Music lessons for children are important in schools. Yet, not many people see it as such, even viewing it as a hindrance to their child’s overall growth. However, parents, teachers and schools should see the importance and benefits of music lessons on the growth and development of children.
Music improves cognitive skills and academic performance
Back in the early 90s, when claims that “listening to classical music helps children become smarter” cropped up, development toys involving classical music for children started appearing in stores, and new parents scrambled to make sure that their kids grow up listening to classical music. While this claim has since been proven to be a myth, there is, however, truth to music improving the cognitive skills of young children.
Unlike the exaggerated myth that such a passive approach could somehow make children become smarter as they grow older, having a consistent music education can actually help young children enhance their language capabilities (such as vocabulary and reading comprehension skills), improve their memory and heighten their mental-processing and problem-solving skills.
Studies have shown that the area of the brain controlling both musical ability and language comprehension are more related than previously thought, possibly even more beneficial than offering children extra reading lessons. During music lessons, children are taught to read music by sight and memorise whole pieces of music so that they can play naturally without referring to the score too often. On top of that, understanding beat, rhythm, and scales in music help children comprehend mathematics better by showing them how to divide, create fractions and recognise patterns.

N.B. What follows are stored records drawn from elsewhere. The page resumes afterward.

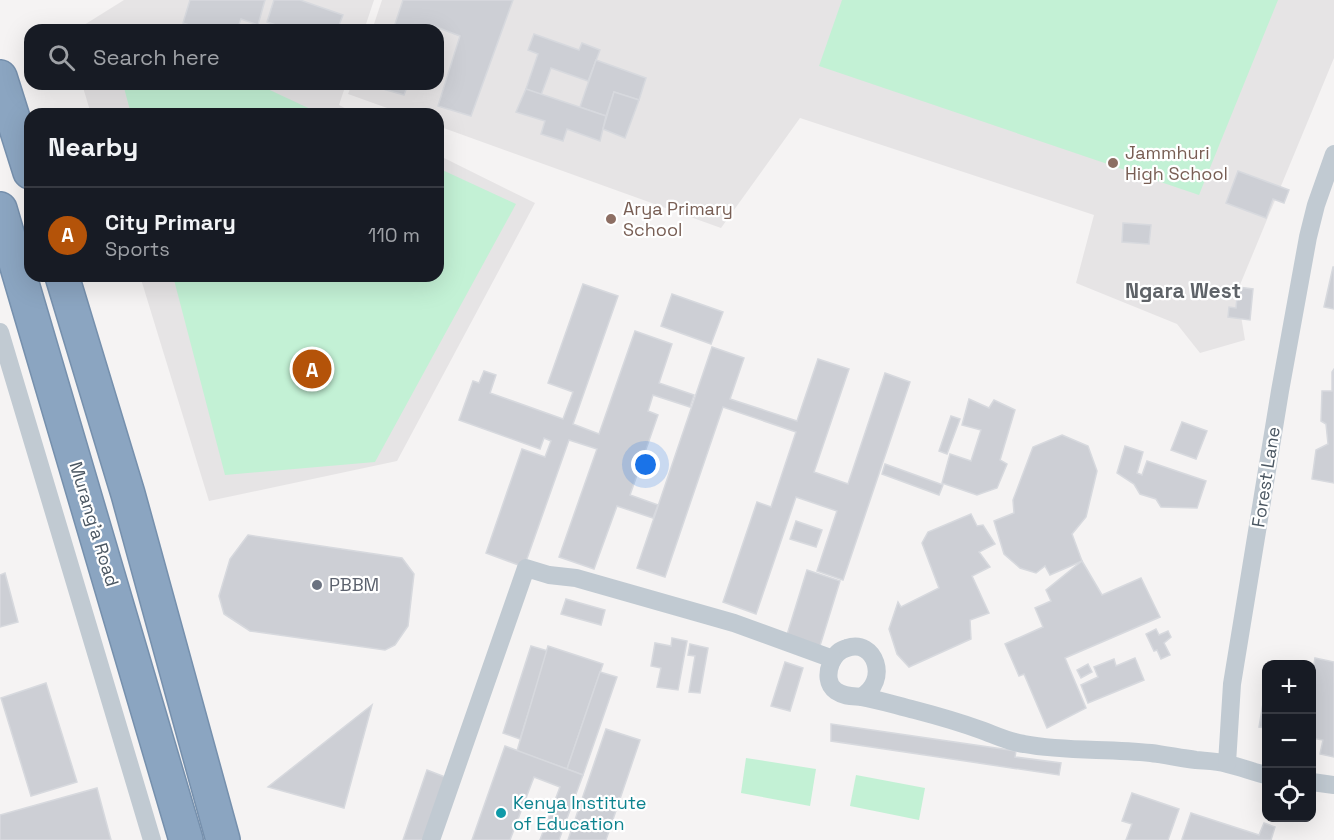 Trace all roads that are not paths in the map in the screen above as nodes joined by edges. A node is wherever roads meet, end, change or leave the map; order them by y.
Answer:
1 (0, 77) edge
2 (24, 153) edge
3 (1334, 154) edge
4 (0, 209) edge
5 (64, 282) edge
6 (0, 332) edge
7 (833, 658) junction
8 (861, 697) junction
9 (1227, 763) junction
10 (1262, 774) edge
11 (1316, 783) edge
12 (1334, 785) edge
13 (152, 840) edge
14 (186, 840) edge
15 (223, 840) edge
16 (431, 840) edge

1 - 2 highway
3 - 9 street, Forest Lane
4 - 14 highway, Murang'a Road
5 - 15 highway
6 - 13 street, Murang'a Road
7 - 8 street
7 - 8 street
7 - 16 street
8 - 9 street
9 - 10 street
11 - 12 street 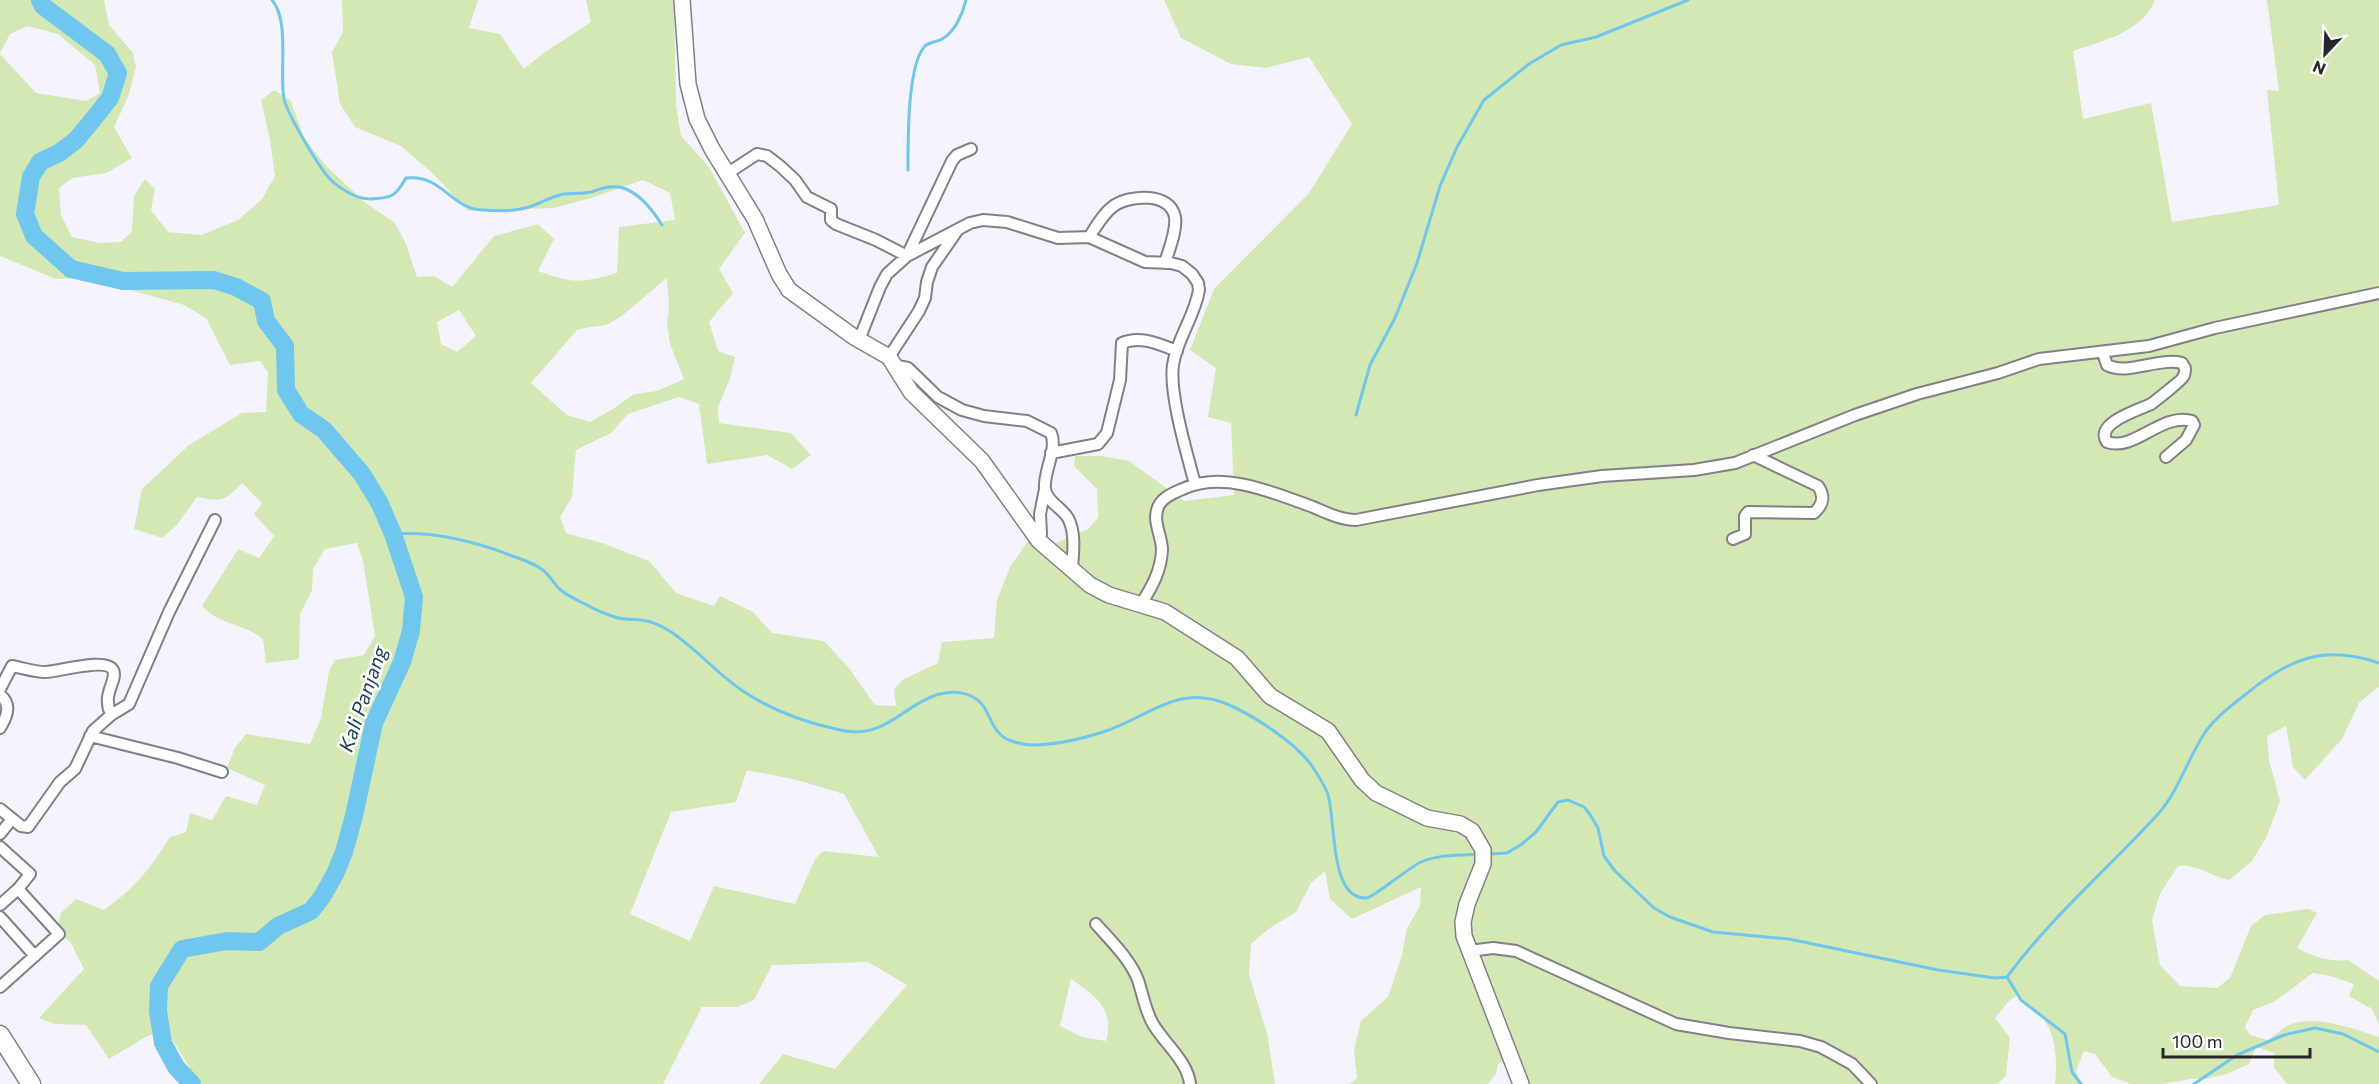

Music cultivates social skills
Music, as an experience, brings people of all ages, cultures and genders together. It is quite fascinating how the simple act of creating music together can bring about a sense of connectedness. Researchers suggested that this sense of connectedness was a result of the synchronised movements typical of musical play.
Group classes that encourage children to interact with others also create opportunities for them to work together towards a common goal. Research conducted not too long ago has found that children who participated in group music activities showed greater group cohesion, cooperation and prosocial behaviour as compared to other children who did not take part in such musical activities.
Music helps to build self-esteem
From having the autonomy to select an instrument (or multiple instruments) to feeling triumphant upon nailing a particularly difficult piece after weeks upon weeks of determined practice, music is a wonderful medium through which children can express themselves.
Music lessons also offer a safe space where children can learn to accept and give constructive criticism; to turn negative feedback into fuel for improvement. This helps them to build self-confidence. Apart from that, most music curriculums culminate in a public performance. This experience may be intimidating and nerve-racking at first. Still, multiple exposures will help children build enough confidence to perform in front of others on other separate occasions in the future.
Music teaches discipline
While parents take care not to overwhelm their children by piling on a ton of extracurricular activities and lessons, juggling school, music lessons, and music practice is definitely not easy. More so when music requires practice even outside of lessons, leaving less time for other activities. As children grow older into their teens and eventually into adulthood, there will inevitably be more commitments and responsibilities that will demand their time and attention. Learning to strike a balance between music, school, and all other interests and undertakings from a young age will have endless benefits for a child’s future.
Music helps to relieve stress
Stress is part and parcel of life. It is triggered by overwhelming situations and typically induces a chain reaction to lead to feelings of burnout, anger, or even depression. As adults, we experience stress from work, difficult relationships and other commitments. Similarly, children can experience stress from school, relationships and extra curriculums too. Surely, none of us would want our children to experience excessive amounts of stress but believe it or not, stress is unavoidable, even for young children. In fact, a little stress can be good. However, if it snowballs into excessive amounts of stress, it can affect a child negatively.
Music and music lessons are a great way for children to relieve stress. They provide an outlet for negative emotions to be released into, and studies have shown that both playing and listening to music can reduce burnout as well as improve moods.
With all things considered, music should not be seen as an encumbrance or as something that competes with other seemingly more important activities that are already on your children’s plates. Instead, music lessons should be seen as a crucial asset for children and that which works in tandem with other learnings at school and in their personal lives.